One must win enough battles to retain hope that they have a fighting chance for the next battle. Quality dies with a loss of hope.
Ensure good processes are set in place that help enforce quality. When you remove leadership challenges from the equation, most issues are a result of poor or nonexistent processes.
A lot of companies treat research, user testing, and code testing as optional. If you skip any of those, it introduces risks that you’re building the wrong thing, designing the experience wrong, and/or creating a buggy codebase.
Obsession over things that don’t matter. I see a lot of wasted time spent on creating numerous design artifacts or making designs pixel perfect and they lose sight of what problem is being solved and what the business needs are.
The goal is to get feedback early and often to make sure you’re solving the problem well so the business can be successful.
Many of these artifacts seem to largely be there for optics to prove how much effort a design took. It’s the equivalent of showing your work in math class. If you can do it in your head, you don’t need to show how you got there unless you’re in a low-trust environment.
Pixel-perfect designs suggest a lack of a code design system or a designer that believes their mockup is the source of truth when the reality is mockups are guidelines, not blueprints.
With all this wasted time, many forgo the most important tools—validating the design through user testing and gathering feedback from users. Instead, they fall to sunk cost and defend their designs as their artifacts “clearly show” that they’re correct and the user is “wrong.”
I wouldn’t say I’m hesitant to share this directly, but hesitant to share openly. I think many are pretty naive about the politics that come into play with design.
Everyone thinks they can design as it’s a very approachable field. Leaders who don’t have any experience in it will have no problem declaring their opinion or even demanding you do something that is user-hostile or just plain bad design.
One of the biggest pieces of advice I give is to learn how to take control and redirect the conversation. The simplest way is to keep asking the question “what problem are we solving?” to keep them focused. And when they inevitably have solutions that don’t align with that, ask them how that solution solves that problem. This changes the conversation from being about “who is right?” to “what is right?”.

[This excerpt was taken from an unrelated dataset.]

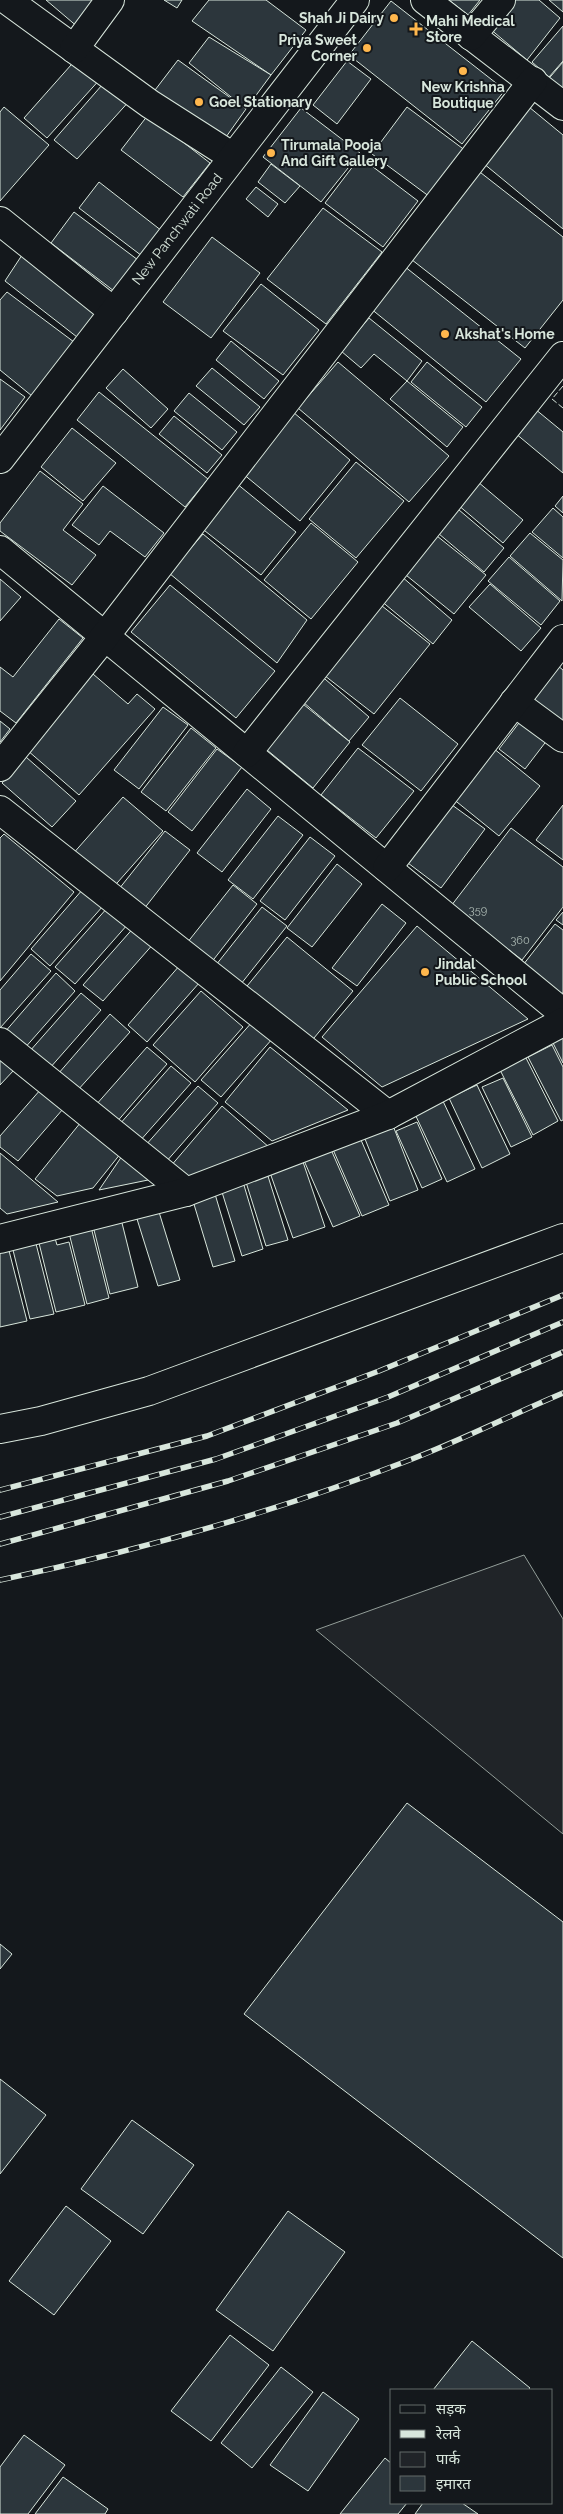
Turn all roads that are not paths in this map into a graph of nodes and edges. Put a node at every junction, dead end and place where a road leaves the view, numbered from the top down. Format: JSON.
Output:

But the truly cynical advice I give is to try to keep designs rooted in what can realistically be accomplished. If you design a Ferrari, but you only have the budget for a Toyota, you’re going to be super depressed with the final product. I don’t even design anything that is more than a quarter out anymore. Experience has shown how quickly roadmaps can change, so spending all this time designing a feature that gets shelved can be extremely soul-sucking.
That interviewing largely evaluates how good you are at interviewing and not your actual skills.

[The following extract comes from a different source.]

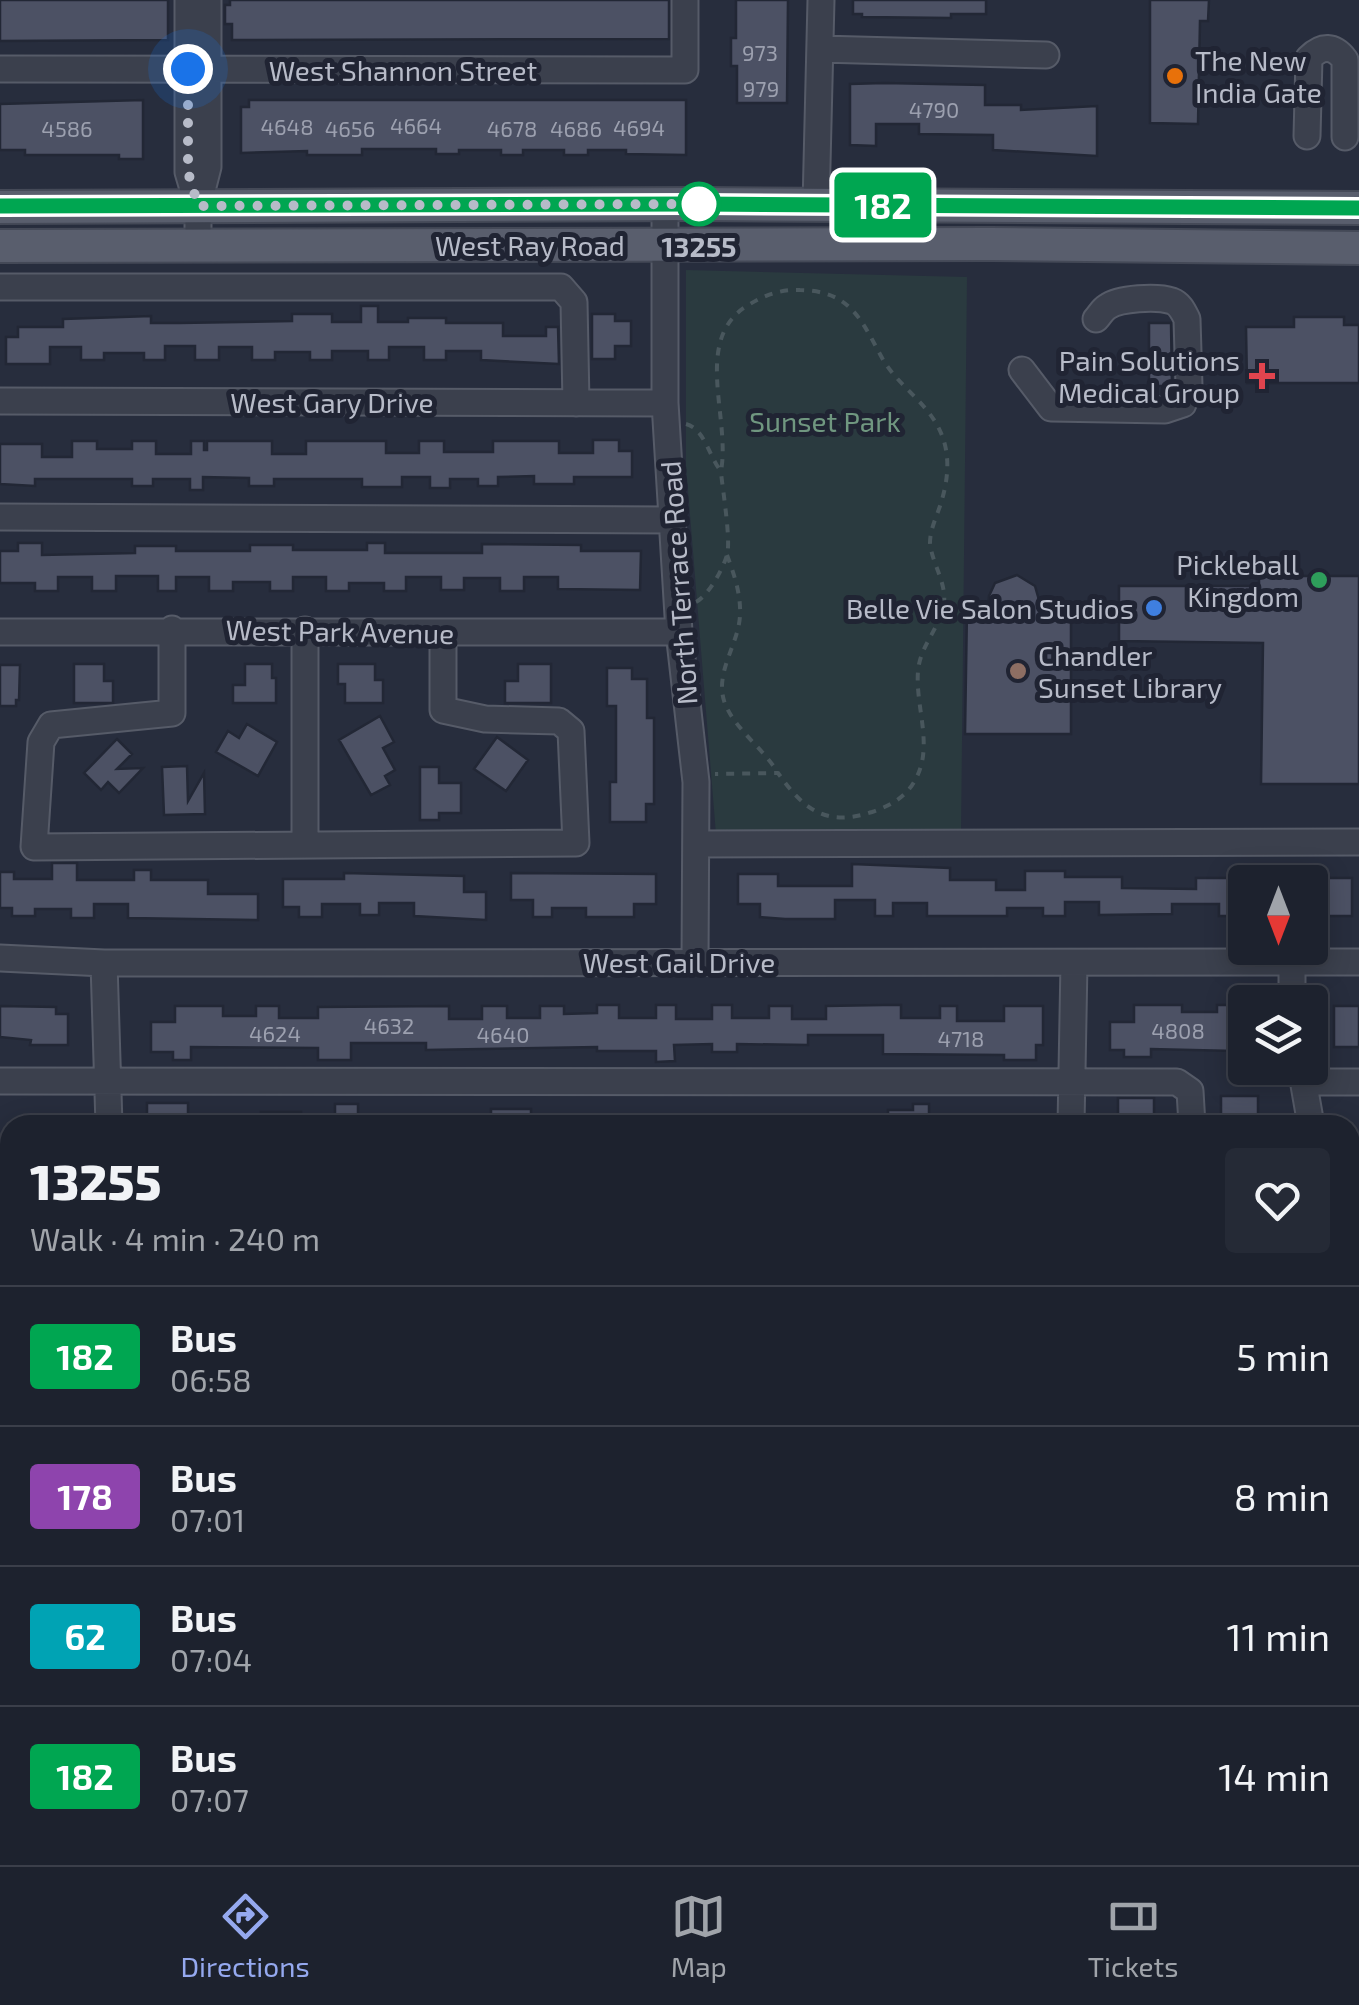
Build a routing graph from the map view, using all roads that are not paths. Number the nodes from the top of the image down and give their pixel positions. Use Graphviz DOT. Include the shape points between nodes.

In-interview or take-home design tests attempt to solve for that, but in-interview tests end up testing how good you are at making fast decisions (generally not a desirable trait in a designer) and take-home tests optimizes for candidates that have enough free time (read: single and/or unemployed) to do the test well.

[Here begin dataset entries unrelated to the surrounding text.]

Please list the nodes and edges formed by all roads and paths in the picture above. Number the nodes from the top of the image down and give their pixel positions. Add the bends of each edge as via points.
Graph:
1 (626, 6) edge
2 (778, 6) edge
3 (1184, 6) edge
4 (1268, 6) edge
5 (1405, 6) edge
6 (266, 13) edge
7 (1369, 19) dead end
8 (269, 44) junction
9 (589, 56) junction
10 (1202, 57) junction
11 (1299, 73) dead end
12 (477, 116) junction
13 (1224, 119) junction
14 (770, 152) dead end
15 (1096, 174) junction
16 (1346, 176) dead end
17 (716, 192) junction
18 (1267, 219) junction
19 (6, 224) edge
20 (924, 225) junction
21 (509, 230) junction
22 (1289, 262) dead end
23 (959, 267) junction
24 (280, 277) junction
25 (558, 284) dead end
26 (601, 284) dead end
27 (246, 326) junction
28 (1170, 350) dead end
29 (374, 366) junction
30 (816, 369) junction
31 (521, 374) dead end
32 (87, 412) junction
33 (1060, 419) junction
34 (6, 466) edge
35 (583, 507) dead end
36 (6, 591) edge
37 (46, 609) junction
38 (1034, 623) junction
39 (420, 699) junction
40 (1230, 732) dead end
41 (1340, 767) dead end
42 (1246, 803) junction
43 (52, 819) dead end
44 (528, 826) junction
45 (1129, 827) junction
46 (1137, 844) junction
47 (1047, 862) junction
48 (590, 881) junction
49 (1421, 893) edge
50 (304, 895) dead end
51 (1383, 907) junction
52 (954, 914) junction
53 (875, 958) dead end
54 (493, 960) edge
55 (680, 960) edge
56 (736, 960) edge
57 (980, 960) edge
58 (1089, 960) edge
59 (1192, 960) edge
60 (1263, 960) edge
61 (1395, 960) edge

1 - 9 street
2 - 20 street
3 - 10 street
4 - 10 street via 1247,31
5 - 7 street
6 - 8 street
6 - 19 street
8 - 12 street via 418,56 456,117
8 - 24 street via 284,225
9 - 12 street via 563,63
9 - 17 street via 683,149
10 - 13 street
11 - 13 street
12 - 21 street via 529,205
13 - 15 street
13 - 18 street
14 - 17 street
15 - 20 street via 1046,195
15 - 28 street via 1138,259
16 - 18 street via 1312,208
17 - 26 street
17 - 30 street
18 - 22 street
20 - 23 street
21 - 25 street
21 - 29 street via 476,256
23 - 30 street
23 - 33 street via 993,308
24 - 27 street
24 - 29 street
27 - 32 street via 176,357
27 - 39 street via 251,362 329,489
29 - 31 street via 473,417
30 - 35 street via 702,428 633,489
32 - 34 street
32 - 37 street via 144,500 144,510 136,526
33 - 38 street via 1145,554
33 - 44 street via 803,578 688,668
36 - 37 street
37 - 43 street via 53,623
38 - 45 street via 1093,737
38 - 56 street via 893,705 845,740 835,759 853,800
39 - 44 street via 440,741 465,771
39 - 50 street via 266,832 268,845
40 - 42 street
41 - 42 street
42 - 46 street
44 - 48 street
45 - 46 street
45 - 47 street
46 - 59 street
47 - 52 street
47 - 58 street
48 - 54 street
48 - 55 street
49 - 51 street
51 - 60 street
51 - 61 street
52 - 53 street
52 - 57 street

I have yet to see anyone truly solve this, but I think giving people choices is helpful. I had one place give me the option of an in-interview test, take-home test, or I could walk them through an existing project in detail. I thought that was an interesting approach that lets people find one that allows them to pick an option that they’re the most comfortable with.
I think so. I would also ensure that it was just as much of a good fit for them as it would be for the company. Most companies come to an interview with a transactional mindset, but if you truly want a good fit, it has to be a good fit for both sides. And that means letting them know all the warts and challenges of the job without sugarcoating it.
Talking shop is the other thing I’ve found to be helpful as an interviewer. You can be good at interviewing and know the right answers to questions, but it’s much harder to fake it when you’re just having a an in-depth conversation about a topic. Once you get past shallow answers, it’s hard to fake depth.